WORK INSTRUCTIONS. Beginning with the line that contains "List all labels, markers" in the material below, print each line exactly until the line that contains "I need the bounding" has been printed, then stop.

[Opening STORED DATA section]

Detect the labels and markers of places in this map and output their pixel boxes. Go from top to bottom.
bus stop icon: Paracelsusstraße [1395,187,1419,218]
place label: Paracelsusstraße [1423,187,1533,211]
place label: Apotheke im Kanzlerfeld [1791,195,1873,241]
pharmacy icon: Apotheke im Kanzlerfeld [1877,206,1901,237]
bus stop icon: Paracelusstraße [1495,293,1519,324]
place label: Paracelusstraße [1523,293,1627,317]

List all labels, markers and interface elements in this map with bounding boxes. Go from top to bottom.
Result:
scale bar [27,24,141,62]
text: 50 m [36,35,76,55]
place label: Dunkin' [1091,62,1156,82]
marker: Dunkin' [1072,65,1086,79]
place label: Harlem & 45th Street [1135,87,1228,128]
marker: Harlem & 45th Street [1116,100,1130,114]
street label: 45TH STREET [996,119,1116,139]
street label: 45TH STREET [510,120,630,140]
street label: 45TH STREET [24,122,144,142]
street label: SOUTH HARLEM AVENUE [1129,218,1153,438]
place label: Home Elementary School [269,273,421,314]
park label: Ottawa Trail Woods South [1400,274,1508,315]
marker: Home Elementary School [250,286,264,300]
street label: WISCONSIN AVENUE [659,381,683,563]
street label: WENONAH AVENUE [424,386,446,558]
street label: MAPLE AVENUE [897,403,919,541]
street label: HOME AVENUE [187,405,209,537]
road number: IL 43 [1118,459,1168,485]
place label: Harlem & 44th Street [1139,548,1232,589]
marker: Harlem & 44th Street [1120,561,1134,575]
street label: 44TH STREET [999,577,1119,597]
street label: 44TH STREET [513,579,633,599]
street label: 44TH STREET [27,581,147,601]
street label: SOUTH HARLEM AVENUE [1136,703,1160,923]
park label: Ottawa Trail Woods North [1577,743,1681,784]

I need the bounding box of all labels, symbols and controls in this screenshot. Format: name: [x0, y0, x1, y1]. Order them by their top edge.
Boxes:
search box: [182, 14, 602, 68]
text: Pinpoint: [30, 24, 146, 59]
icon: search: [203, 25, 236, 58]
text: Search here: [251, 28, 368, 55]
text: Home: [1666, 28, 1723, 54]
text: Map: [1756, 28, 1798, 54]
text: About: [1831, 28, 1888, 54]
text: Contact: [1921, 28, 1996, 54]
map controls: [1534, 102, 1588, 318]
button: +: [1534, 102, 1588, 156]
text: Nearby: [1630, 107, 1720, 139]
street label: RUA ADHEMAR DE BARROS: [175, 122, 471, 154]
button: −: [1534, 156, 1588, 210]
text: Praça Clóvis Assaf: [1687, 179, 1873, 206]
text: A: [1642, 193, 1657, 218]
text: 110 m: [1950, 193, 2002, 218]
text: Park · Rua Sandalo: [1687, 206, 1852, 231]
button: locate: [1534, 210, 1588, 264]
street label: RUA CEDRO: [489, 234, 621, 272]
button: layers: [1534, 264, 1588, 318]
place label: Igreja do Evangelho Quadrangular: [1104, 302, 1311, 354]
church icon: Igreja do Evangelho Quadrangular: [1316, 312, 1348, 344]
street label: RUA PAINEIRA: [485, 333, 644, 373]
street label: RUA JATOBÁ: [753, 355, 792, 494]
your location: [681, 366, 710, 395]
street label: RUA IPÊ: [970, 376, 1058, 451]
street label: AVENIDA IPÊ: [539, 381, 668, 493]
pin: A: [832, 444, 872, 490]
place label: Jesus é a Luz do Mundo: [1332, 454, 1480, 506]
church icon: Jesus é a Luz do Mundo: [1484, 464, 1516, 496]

[Closing STORED DATA section]

EXERCISE RESULT.
List all labels, markers and interface elements in this map with bounding boxes. Go from top to bottom.
Result:
scale bar [27,24,141,62]
text: 50 m [36,35,76,55]
place label: Dunkin' [1091,62,1156,82]
marker: Dunkin' [1072,65,1086,79]
place label: Harlem & 45th Street [1135,87,1228,128]
marker: Harlem & 45th Street [1116,100,1130,114]
street label: 45TH STREET [996,119,1116,139]
street label: 45TH STREET [510,120,630,140]
street label: 45TH STREET [24,122,144,142]
street label: SOUTH HARLEM AVENUE [1129,218,1153,438]
place label: Home Elementary School [269,273,421,314]
park label: Ottawa Trail Woods South [1400,274,1508,315]
marker: Home Elementary School [250,286,264,300]
street label: WISCONSIN AVENUE [659,381,683,563]
street label: WENONAH AVENUE [424,386,446,558]
street label: MAPLE AVENUE [897,403,919,541]
street label: HOME AVENUE [187,405,209,537]
road number: IL 43 [1118,459,1168,485]
place label: Harlem & 44th Street [1139,548,1232,589]
marker: Harlem & 44th Street [1120,561,1134,575]
street label: 44TH STREET [999,577,1119,597]
street label: 44TH STREET [513,579,633,599]
street label: 44TH STREET [27,581,147,601]
street label: SOUTH HARLEM AVENUE [1136,703,1160,923]
park label: Ottawa Trail Woods North [1577,743,1681,784]

I need the bounding box of all labels, symbols and controls in this screenshot. Format: name: [x0, y0, x1, y1]. Order them by their top edge.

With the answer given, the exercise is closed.